How to make Mum friends
Ever wondered how to make Mum friends? This article has got you covered. Here we will tell you all about how to make Mum friends, including tips and experiences from real Mums, real lives.
It sounds strange to think of Mums being lonely. They are almost always surrounded by little ones or people. Yet it can be a very lonely time for Mums. It can also be difficult to make friends. Life can be so busy and take over meaning you quite often don’t have the time to make friends. Even talking at a playgroup or park can be tricky!
Benefits to having Mum friends
Other Mums don’t faze easily. They can usually sit through conversations about green poo (while eating pesto pasta salad!). Conversations about childbirth and stitches are carried out over tea. It can be good to have someone to have these open conversations with.
When your children are school age it’s great to have Mum friends you can trust. They can help with drop offs, pick ups etc. They can be a lifesaver at times. Mums are understanding of times you may have to cancel plans at the last minute. They appreciate that sometimes when you have children, things come up, and they don’t hold that against you. They will fully appreciate why you are nearly always running late!
It’s great to have someone to share things with. Ran out of nappies on a day out? You can guarantee one of your Mum friends will have one. You can also do toy swaps or clothes their little ones have outgrown. Mum friends are also great for offering advice and support. It can really help knowing you are not alone and there are others experiencing something similar.
Disadvantages of having Mum friends
Mum friends aren’t always a good thing. There can be a lot of competition between Mums. Who breastfed longest, who’s baby walked first? This competitiveness can be intimidating. Every child is individual and there is no need to make comparisons.
As much as Mum friends can give great advice, they can also give unwanted advice too. Sometimes this advice can come from a place of kindness, but be wary of when it feels like it isn’t. Parents will have differing opinions on how to raise their children. Their way may not be the right way for you and your child.
Tips on how to make Mum friends
- Get out and about. If you have little ones, consider attending playgroups. There are many about, including free ones at local churches. These can be great places to meet Mum friends with children of a similar age to your own. If you get on well with someone, be sure to talk to them the next time you see them. Perhaps arrange to meet them outside of the group. Mum and baby exercise classes can also be a great way to meet new mum friends while doing something good for you!

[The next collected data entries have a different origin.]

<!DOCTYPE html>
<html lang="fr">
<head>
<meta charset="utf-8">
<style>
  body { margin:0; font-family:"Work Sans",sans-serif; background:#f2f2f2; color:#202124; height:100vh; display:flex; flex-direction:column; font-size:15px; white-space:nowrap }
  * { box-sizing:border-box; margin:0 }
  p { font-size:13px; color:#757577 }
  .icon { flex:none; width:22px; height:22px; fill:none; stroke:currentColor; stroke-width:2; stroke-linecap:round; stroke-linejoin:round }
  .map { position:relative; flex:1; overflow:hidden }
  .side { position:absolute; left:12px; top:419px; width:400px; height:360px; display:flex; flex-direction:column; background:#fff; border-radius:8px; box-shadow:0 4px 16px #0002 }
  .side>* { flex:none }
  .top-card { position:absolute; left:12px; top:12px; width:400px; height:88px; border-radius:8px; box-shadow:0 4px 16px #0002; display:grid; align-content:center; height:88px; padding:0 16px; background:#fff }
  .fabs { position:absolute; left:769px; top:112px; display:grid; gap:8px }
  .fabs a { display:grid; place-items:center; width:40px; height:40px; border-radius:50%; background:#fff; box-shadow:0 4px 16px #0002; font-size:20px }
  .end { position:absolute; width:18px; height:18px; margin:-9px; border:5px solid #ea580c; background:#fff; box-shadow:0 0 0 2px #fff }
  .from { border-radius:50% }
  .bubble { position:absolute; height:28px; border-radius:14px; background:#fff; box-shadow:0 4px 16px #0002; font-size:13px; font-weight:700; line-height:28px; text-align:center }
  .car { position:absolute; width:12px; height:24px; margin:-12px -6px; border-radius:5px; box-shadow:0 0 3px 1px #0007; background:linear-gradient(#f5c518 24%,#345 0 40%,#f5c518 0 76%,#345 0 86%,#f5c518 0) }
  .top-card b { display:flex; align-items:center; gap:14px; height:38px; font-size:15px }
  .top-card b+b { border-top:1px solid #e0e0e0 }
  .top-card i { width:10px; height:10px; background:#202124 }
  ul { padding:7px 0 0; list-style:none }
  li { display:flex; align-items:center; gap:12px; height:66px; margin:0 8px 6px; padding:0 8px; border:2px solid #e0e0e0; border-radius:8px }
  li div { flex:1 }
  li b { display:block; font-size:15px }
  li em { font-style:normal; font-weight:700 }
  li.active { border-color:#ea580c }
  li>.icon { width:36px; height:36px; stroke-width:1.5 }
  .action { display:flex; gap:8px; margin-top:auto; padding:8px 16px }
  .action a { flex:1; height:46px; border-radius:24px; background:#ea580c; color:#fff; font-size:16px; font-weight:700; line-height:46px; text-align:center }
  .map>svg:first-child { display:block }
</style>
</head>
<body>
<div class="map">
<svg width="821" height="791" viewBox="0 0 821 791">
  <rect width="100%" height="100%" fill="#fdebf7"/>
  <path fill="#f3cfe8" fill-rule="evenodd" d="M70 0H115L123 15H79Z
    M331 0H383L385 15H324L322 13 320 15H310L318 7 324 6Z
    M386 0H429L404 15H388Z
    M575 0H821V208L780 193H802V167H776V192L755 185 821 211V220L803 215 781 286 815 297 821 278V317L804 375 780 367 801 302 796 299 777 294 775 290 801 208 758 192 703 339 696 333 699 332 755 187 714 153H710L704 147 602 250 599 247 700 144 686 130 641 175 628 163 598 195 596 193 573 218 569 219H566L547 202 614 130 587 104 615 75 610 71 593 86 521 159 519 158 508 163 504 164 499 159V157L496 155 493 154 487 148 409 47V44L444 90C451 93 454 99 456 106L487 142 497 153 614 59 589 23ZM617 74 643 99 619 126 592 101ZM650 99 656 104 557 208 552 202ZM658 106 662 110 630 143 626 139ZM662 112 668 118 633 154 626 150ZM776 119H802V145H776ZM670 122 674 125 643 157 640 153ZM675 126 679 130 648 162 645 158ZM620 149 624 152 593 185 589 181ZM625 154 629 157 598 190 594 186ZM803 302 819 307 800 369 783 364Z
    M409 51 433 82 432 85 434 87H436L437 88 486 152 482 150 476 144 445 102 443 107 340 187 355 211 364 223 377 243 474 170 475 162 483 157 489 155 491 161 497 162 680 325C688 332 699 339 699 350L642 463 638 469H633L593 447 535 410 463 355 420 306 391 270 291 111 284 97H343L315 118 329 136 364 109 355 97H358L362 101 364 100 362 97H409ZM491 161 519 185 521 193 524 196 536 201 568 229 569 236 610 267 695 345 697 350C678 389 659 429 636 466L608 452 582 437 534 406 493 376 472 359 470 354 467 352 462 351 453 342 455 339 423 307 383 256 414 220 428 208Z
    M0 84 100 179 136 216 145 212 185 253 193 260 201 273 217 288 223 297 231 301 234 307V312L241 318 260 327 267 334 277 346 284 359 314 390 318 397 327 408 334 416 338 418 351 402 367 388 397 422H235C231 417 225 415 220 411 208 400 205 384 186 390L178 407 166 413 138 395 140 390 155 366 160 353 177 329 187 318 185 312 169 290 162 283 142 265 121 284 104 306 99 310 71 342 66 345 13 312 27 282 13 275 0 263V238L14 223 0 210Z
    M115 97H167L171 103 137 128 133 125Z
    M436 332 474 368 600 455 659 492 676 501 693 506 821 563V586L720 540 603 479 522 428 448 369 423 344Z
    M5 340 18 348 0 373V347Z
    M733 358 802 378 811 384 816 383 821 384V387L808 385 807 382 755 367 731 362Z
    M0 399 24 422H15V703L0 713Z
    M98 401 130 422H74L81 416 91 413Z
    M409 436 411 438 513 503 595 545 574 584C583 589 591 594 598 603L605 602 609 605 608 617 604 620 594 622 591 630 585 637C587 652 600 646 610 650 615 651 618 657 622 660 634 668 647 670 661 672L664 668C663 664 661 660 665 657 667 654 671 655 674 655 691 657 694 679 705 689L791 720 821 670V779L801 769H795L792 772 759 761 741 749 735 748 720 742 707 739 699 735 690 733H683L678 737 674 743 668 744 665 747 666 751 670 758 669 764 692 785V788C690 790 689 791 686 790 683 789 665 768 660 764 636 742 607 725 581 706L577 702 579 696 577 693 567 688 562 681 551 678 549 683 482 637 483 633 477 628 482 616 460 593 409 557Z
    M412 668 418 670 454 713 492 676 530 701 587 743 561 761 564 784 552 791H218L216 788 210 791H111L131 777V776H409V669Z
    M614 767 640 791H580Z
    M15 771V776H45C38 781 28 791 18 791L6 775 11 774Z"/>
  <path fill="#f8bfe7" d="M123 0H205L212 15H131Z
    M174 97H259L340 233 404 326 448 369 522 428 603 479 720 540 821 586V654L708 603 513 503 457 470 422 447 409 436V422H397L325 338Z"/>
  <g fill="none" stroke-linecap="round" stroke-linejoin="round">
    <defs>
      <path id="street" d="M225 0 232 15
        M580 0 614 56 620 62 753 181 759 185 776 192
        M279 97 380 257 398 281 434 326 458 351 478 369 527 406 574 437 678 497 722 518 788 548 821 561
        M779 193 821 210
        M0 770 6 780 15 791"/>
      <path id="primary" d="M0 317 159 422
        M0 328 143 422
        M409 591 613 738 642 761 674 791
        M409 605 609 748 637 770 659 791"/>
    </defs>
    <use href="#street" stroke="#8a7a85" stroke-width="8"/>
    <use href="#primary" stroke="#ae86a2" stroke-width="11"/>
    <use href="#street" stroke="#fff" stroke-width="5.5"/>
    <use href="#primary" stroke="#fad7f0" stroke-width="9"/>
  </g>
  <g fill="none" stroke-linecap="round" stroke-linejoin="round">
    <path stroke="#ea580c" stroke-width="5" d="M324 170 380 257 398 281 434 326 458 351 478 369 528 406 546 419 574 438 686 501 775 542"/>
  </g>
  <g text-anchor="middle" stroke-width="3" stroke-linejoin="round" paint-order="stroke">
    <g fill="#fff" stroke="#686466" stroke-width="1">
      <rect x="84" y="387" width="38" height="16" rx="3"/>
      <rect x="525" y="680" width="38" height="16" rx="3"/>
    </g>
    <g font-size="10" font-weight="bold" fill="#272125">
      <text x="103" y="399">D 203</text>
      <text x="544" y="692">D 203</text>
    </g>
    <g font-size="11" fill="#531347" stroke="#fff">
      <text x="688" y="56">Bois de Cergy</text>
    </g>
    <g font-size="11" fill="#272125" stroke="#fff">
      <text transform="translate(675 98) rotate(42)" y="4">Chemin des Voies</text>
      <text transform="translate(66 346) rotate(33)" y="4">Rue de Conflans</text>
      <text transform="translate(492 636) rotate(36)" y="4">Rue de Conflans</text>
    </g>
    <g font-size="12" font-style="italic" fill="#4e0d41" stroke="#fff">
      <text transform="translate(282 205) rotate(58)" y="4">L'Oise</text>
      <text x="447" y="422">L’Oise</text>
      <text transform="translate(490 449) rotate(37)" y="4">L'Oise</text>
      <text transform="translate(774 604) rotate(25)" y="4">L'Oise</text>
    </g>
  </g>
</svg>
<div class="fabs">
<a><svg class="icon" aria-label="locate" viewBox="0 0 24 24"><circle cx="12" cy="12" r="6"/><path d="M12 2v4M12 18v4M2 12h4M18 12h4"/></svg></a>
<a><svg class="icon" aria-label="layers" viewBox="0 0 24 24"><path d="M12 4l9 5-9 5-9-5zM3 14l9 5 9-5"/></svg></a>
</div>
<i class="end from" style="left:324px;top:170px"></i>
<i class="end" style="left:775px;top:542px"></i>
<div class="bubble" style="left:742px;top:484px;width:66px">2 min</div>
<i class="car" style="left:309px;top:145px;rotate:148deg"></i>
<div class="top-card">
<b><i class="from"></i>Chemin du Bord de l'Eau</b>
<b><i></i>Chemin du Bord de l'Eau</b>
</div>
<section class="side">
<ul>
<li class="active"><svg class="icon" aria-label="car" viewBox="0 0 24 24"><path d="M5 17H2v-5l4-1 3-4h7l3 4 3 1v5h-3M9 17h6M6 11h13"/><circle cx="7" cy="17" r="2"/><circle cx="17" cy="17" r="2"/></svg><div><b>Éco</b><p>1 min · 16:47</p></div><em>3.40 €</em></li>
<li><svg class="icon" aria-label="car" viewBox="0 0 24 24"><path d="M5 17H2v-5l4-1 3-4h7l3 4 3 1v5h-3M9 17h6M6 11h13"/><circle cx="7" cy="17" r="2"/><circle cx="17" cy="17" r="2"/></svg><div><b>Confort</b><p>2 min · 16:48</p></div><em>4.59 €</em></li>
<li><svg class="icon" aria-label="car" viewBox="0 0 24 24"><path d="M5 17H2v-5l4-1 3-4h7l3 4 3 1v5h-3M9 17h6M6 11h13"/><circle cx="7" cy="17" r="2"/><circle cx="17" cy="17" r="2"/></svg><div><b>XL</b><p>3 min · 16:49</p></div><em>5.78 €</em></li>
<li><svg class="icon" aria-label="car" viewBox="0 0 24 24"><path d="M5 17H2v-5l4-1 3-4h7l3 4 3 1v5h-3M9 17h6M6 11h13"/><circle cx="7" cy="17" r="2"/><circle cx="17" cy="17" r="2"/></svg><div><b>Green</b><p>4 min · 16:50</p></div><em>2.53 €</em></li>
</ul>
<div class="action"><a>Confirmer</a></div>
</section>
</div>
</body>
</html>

- Get online. Making conversation face to face can be daunting. Meeting Mum friends online can seem a lot easier. There are groups on Facebook to help meet others, as well as apps such as Peanut. This way you can get to chat without the awkwardness that can sometimes be there. Build up your ‘village’ by using online resources and channels as support.
- Don’t be afraid to make the first move. Smile at other Mums and strike up conversation. Even if it doesn’t lead to friendship it pays to be friendly. Remember how intimidating it can be attending somewhere new for the first time. Be friendly to others to make them feel at ease.
- If your children are at school, chat to the Mums at the gates. Scope the Mums out first of all to see which ones you are more likely to make mum friends with.
- Reach out. If your children are older you aren’t likely to be taking them to school. Perhaps try reaching out to friends you may have lost contact with from before, especially those with children of a similar age.
- Branch out! Mum friends are great to have for many reasons. Sometimes though, you need to do something for yourself. It can be nice to have friends with similar interests. Having children the same age isn’t always enough. Join a class, invest time in a hobby and meet new friends that way.
Final words on how to make Mum friends
Be patient when making Mum friends, true friendships can take time. As with many relationships, some will fizzle out. Others will stand the test of time, and these are the ones you want to concentrate on. Being a Mum is busy, finding the time for everything can be difficult. Make sure you invest the times on your friendships, as they are a great support service for you.
FAQ’s for how to make Mum friends
What if I’m shy and find it hard to approach other mothers?
It’s perfectly normal to feel shy. Start small by making casual comments about your children or the current situation. As you become more comfortable, you can initiate deeper conversations.
What if my potential mum friends have different parenting styles than I do? Differences in parenting styles are common. Embrace these distinctions as opportunities to learn from each other. Respect their choices and focus on the common ground of motherhood. Remember, you know what is best for your children.
How can I balance my busy schedule with maintaining these friendships? Prioritise your mum friendships just like you do any other important relationships. Schedule regular catch-ups, even if they’re brief. Remember that understanding and empathy can help maintain meaningful connections.